Wildlife sites need more protection
I fully support the Wildlife Trust’s call for more protection for Local Wildlife Sites. With increasing population pressures and climate change, all Sites of Importance for Nature Conservation (Sincs) urgently need more protection if they are not to be lost (“Local wildlife sites not protected by statute are being ruined by development, warns report”, 22 December).
Some of South-east England’s most important conservation sites, such as the ancient woodlands of Epping Forest and Burnham Beeches, which we manage, are protected by law under our Open Spaces Acts. But too many locally important green spaces don’t meet the criteria for designation as either Sites of Special Scientific Interest or Sincs, so they are dependent for their protection on local planning authorities, which are now under huge financial strain.
Director of Open Spaces, City of London Corporation
Perhaps other readers might challenge my locality for the 2014 “This Green and Pleasant Land” nominations? Rules: developments must be within a mile of your home and be on greenfield sites.
Here in Calow, we have an in-vessel composting facility on country park land, two housing developments, a rejected application for fracking now going to appeal and proposed 20 acres of solar panels. HS2 is scheduled to pass us but just over a mile away.
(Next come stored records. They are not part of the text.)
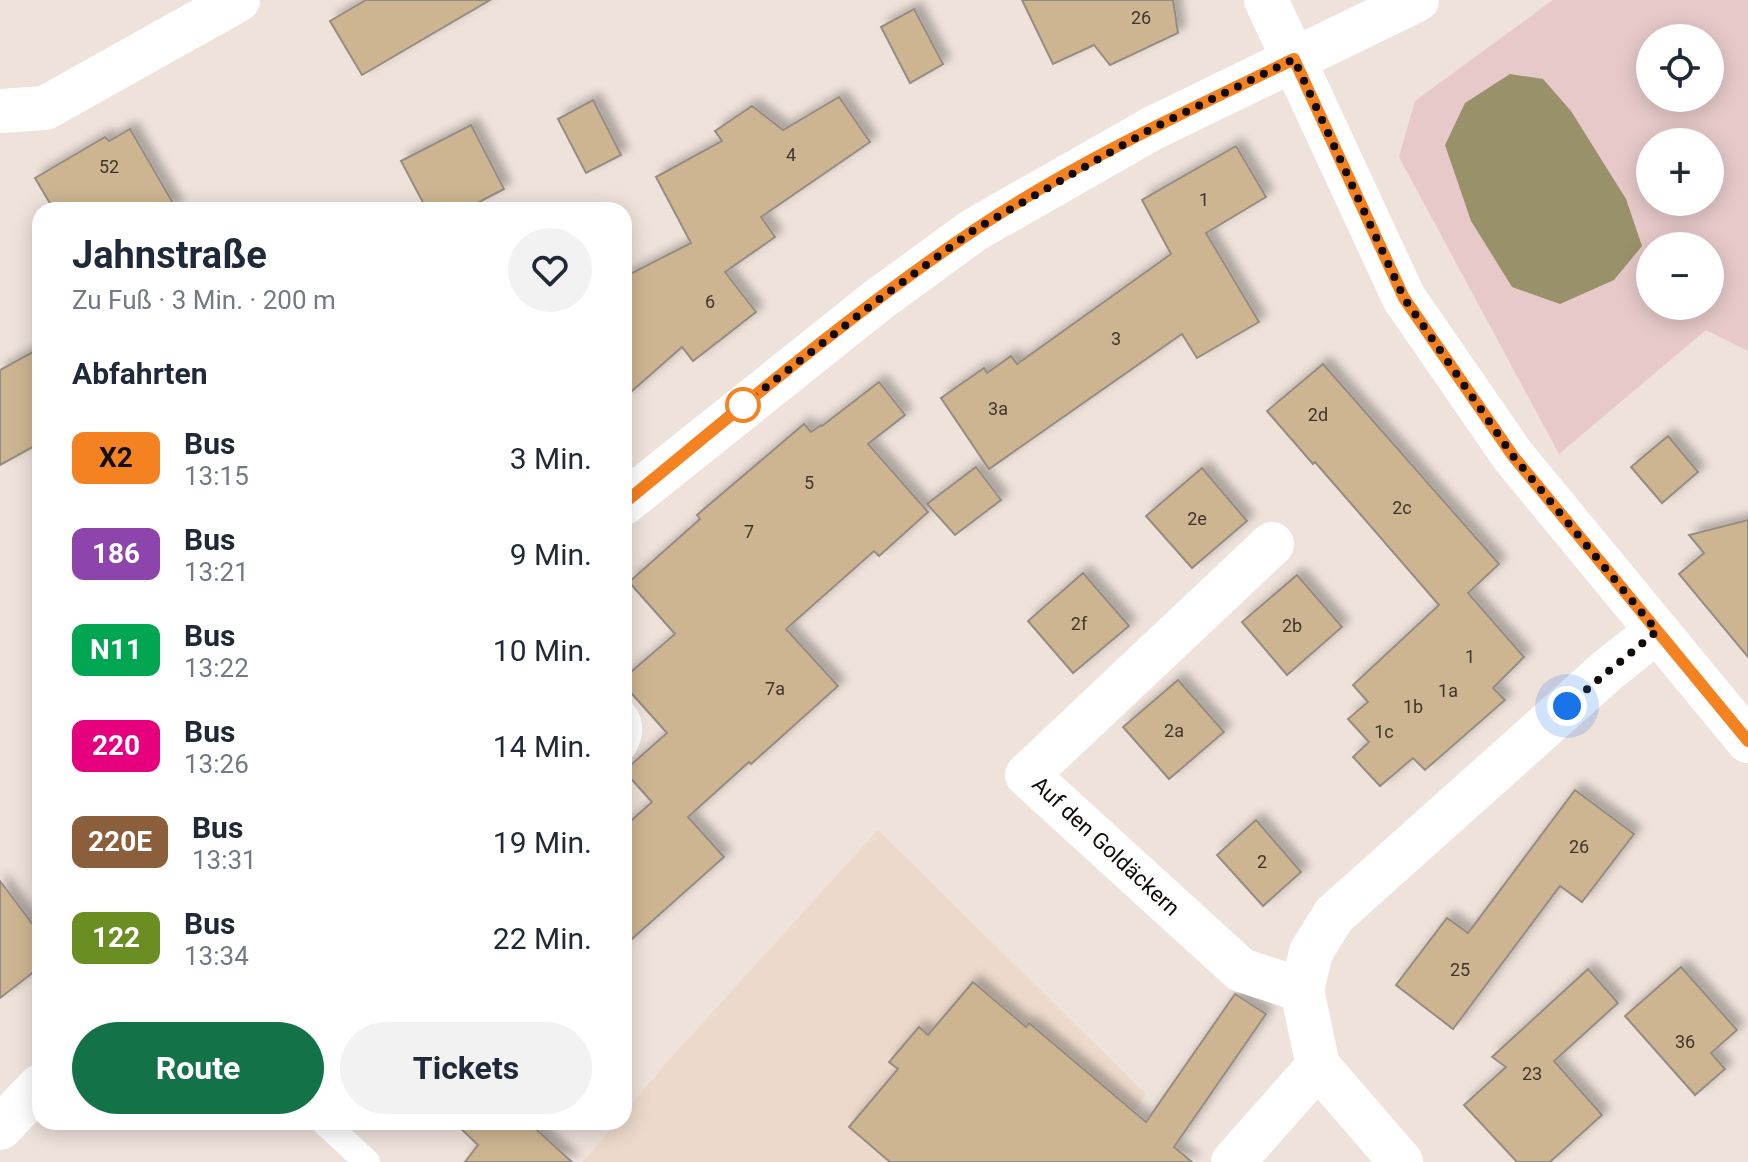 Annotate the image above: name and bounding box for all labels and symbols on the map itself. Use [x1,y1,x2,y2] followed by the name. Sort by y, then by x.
[1131,7,1151,28] house number: 26
[786,144,796,165] house number: 4
[99,156,119,177] house number: 52
[1199,189,1209,210] house number: 1
[705,291,715,312] house number: 6
[1111,328,1121,349] house number: 3
[726,388,760,422] unlabelled marker
[988,398,1008,419] house number: 3a
[1308,404,1328,425] house number: 2d
[804,472,814,493] house number: 5
[1392,497,1412,518] house number: 2c
[1187,508,1207,529] house number: 2e
[744,521,754,542] house number: 7
[1071,613,1088,634] house number: 2f
[1282,615,1302,636] house number: 2b
[1465,646,1475,667] house number: 1
[765,678,785,699] house number: 7a
[1438,680,1458,701] house number: 1a
[1547,686,1587,726] your location
[1403,696,1423,717] house number: 1b
[1164,720,1184,741] house number: 2a
[1374,721,1394,742] house number: 1c
[1027,771,1185,921] street label: Auf den Goldäckern
[1569,836,1589,857] house number: 26
[1257,851,1267,872] house number: 2
[1450,959,1470,980] house number: 25
[1675,1031,1695,1052] house number: 36
[1522,1063,1542,1084] house number: 23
Passengers miss the fuel price cut
Why is it that airlines, such as British Airways, are still imposing on passengers a fuel surcharge on flights (now sneakily renamed a “carrier imposed charge”) when fuel prices are so low?
A thriller from North Korea
The Sony imbroglio – cyber attack, weird dictator, vendetta, blackmail, capitulation – has all the makings of a Hollywood movie. Is somebody making it?